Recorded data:
=-=-=-=-=

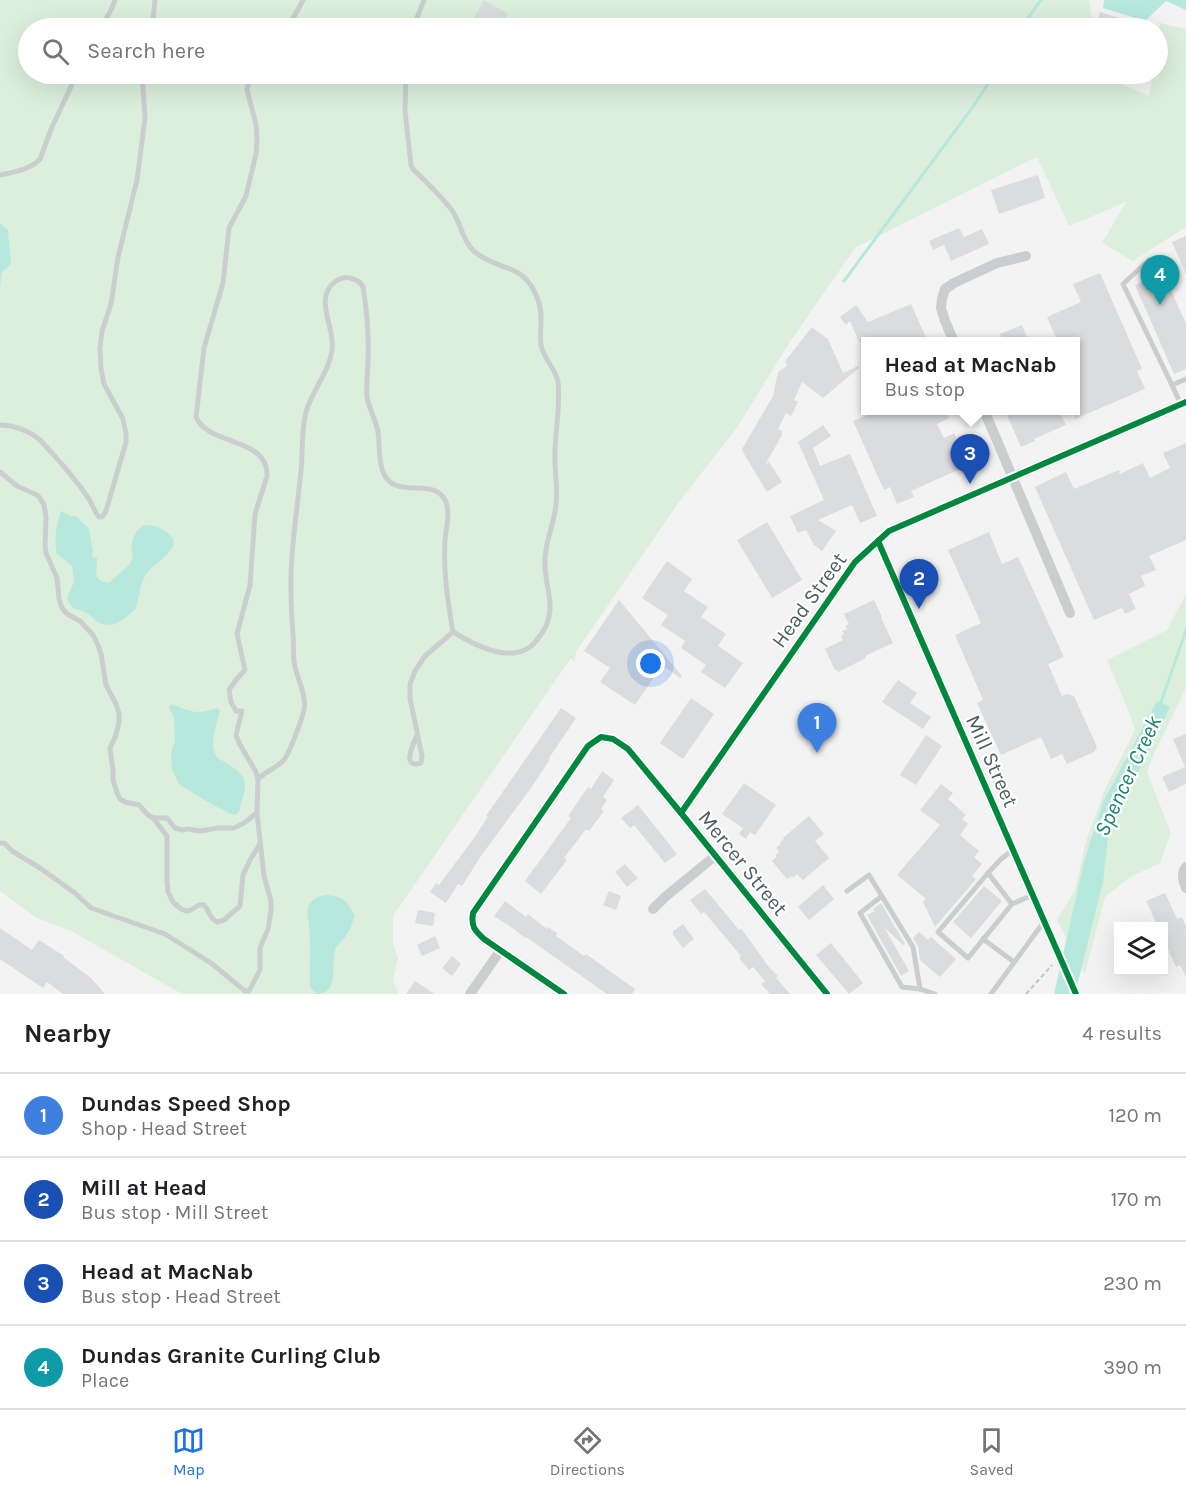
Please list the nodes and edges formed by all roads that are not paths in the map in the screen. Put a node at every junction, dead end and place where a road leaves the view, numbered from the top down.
1 (115, 0) edge
2 (154, 0) edge
3 (303, 0) edge
4 (424, 0) edge
5 (106, 18) edge
6 (153, 18) edge
7 (293, 18) edge
8 (416, 18) edge
9 (72, 84) edge
10 (143, 84) edge
11 (248, 84) edge
12 (406, 84) edge
13 (0, 175) edge
14 (1026, 256) dead end
15 (1149, 260) dead end
16 (952, 337) edge
17 (1186, 379) edge
18 (1172, 385) junction
19 (1183, 404) edge
20 (986, 415) edge
21 (0, 425) edge
22 (0, 472) edge
23 (1012, 477) junction
24 (878, 541) junction
25 (1070, 613) dead end
26 (453, 632) junction
27 (461, 637) junction
28 (442, 641) junction
29 (417, 735) junction
30 (258, 779) junction
31 (258, 813) junction
32 (681, 813) junction
33 (153, 818) junction
34 (0, 843) edge
35 (260, 844) junction
36 (1013, 850) junction
37 (715, 856) junction
38 (1185, 869) edge
39 (988, 873) junction
40 (1186, 888) edge
41 (847, 891) dead end
42 (1033, 895) junction
43 (882, 896) junction
44 (1012, 904) junction
45 (653, 909) dead end
46 (1044, 921) junction
47 (983, 939) junction
48 (500, 951) junction
49 (1014, 963) junction
50 (920, 989) junction
51 (470, 994) edge
52 (564, 994) edge
53 (827, 994) edge
54 (935, 994) edge
55 (991, 994) edge
56 (1076, 994) edge

1 - 5 lane
2 - 6 lane
3 - 7 lane
4 - 8 lane
9 - 13 lane
10 - 21 lane
11 - 30 lane
12 - 27 lane
14 - 16 street
15 - 18 lane
17 - 18 lane
18 - 19 lane
19 - 23 street, Head Street
20 - 23 street
22 - 33 lane
23 - 24 street, Head Street
23 - 25 street
24 - 32 street, Head Street
24 - 36 street, Mill Street
26 - 27 lane
26 - 28 lane
26 - 30 lane
27 - 28 lane
28 - 29 lane
29 - 29 lane
30 - 31 lane
31 - 33 lane
31 - 35 lane
32 - 37 street, Mercer Street
32 - 48 street, Mercer Street
33 - 35 lane
34 - 35 lane
36 - 39 lane
36 - 42 street, Mill Street
37 - 45 street
37 - 53 street, Mercer Street
38 - 40 street
39 - 44 lane
39 - 47 lane
41 - 43 lane
42 - 44 lane
42 - 46 street, Mill Street
43 - 50 lane
43 - 50 lane
44 - 47 lane
46 - 49 lane
46 - 56 street, Mill Street
47 - 49 lane
48 - 51 street
48 - 52 street
49 - 55 lane
50 - 54 lane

=-=-=-=-=

The full data, repeated exactly and stripped of its pictures, is the expected answer.

Please list the nodes and edges formed by all roads that are not paths in the map in the screen. Put a node at every junction, dead end and place where a road leaves the view, numbered from the top down.
1 (115, 0) edge
2 (154, 0) edge
3 (303, 0) edge
4 (424, 0) edge
5 (106, 18) edge
6 (153, 18) edge
7 (293, 18) edge
8 (416, 18) edge
9 (72, 84) edge
10 (143, 84) edge
11 (248, 84) edge
12 (406, 84) edge
13 (0, 175) edge
14 (1026, 256) dead end
15 (1149, 260) dead end
16 (952, 337) edge
17 (1186, 379) edge
18 (1172, 385) junction
19 (1183, 404) edge
20 (986, 415) edge
21 (0, 425) edge
22 (0, 472) edge
23 (1012, 477) junction
24 (878, 541) junction
25 (1070, 613) dead end
26 (453, 632) junction
27 (461, 637) junction
28 (442, 641) junction
29 (417, 735) junction
30 (258, 779) junction
31 (258, 813) junction
32 (681, 813) junction
33 (153, 818) junction
34 (0, 843) edge
35 (260, 844) junction
36 (1013, 850) junction
37 (715, 856) junction
38 (1185, 869) edge
39 (988, 873) junction
40 (1186, 888) edge
41 (847, 891) dead end
42 (1033, 895) junction
43 (882, 896) junction
44 (1012, 904) junction
45 (653, 909) dead end
46 (1044, 921) junction
47 (983, 939) junction
48 (500, 951) junction
49 (1014, 963) junction
50 (920, 989) junction
51 (470, 994) edge
52 (564, 994) edge
53 (827, 994) edge
54 (935, 994) edge
55 (991, 994) edge
56 (1076, 994) edge

1 - 5 lane
2 - 6 lane
3 - 7 lane
4 - 8 lane
9 - 13 lane
10 - 21 lane
11 - 30 lane
12 - 27 lane
14 - 16 street
15 - 18 lane
17 - 18 lane
18 - 19 lane
19 - 23 street, Head Street
20 - 23 street
22 - 33 lane
23 - 24 street, Head Street
23 - 25 street
24 - 32 street, Head Street
24 - 36 street, Mill Street
26 - 27 lane
26 - 28 lane
26 - 30 lane
27 - 28 lane
28 - 29 lane
29 - 29 lane
30 - 31 lane
31 - 33 lane
31 - 35 lane
32 - 37 street, Mercer Street
32 - 48 street, Mercer Street
33 - 35 lane
34 - 35 lane
36 - 39 lane
36 - 42 street, Mill Street
37 - 45 street
37 - 53 street, Mercer Street
38 - 40 street
39 - 44 lane
39 - 47 lane
41 - 43 lane
42 - 44 lane
42 - 46 street, Mill Street
43 - 50 lane
43 - 50 lane
44 - 47 lane
46 - 49 lane
46 - 56 street, Mill Street
47 - 49 lane
48 - 51 street
48 - 52 street
49 - 55 lane
50 - 54 lane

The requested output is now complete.